◆ **Work instructions**:
Using the listing beneath this task, count the lines with the word "구연방곡로" and write only the result.

- - -

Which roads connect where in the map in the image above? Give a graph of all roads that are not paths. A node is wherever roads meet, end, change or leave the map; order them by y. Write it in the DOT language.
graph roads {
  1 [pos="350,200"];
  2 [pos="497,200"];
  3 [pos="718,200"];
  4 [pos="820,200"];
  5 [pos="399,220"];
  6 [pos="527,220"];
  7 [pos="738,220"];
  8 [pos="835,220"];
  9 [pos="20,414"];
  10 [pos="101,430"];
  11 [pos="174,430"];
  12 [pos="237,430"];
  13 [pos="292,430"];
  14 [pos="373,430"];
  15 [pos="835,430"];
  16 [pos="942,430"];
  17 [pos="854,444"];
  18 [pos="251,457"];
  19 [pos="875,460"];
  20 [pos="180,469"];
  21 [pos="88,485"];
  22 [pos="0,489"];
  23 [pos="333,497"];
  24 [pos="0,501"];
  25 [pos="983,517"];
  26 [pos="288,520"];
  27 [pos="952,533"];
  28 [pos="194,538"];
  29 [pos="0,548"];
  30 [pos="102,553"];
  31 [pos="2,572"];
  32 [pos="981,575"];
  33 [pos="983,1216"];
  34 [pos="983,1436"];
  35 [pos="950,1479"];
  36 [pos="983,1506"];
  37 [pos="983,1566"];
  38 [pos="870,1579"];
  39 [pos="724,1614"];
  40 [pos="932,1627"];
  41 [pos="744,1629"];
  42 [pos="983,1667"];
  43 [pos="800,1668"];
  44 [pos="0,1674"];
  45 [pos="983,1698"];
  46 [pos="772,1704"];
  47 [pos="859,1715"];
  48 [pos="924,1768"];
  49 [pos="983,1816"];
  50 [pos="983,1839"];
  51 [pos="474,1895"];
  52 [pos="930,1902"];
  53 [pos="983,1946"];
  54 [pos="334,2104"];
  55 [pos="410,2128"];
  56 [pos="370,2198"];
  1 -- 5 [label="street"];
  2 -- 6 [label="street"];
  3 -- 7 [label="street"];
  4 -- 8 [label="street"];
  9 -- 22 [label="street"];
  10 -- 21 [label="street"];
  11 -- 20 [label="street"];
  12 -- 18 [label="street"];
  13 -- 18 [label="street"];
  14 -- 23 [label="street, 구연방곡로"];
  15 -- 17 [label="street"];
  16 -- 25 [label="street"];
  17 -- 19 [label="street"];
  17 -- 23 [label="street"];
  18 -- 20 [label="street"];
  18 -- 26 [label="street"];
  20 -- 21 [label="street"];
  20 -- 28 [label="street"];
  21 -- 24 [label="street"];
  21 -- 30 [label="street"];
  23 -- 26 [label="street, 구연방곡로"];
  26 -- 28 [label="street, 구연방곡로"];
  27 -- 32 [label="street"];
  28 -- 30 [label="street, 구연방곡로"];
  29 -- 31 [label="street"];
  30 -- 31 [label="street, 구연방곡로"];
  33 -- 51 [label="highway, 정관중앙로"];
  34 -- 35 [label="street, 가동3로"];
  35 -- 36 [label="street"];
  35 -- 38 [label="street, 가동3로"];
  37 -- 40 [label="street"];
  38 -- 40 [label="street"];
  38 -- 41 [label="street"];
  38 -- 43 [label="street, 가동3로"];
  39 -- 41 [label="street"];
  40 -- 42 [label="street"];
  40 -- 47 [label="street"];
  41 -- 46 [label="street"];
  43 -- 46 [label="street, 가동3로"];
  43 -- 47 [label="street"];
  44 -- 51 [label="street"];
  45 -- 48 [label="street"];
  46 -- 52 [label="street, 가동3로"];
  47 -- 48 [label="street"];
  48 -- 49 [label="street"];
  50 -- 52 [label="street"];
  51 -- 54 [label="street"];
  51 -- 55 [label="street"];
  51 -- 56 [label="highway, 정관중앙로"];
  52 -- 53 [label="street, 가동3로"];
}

- - -

◆ **Written reply**:
5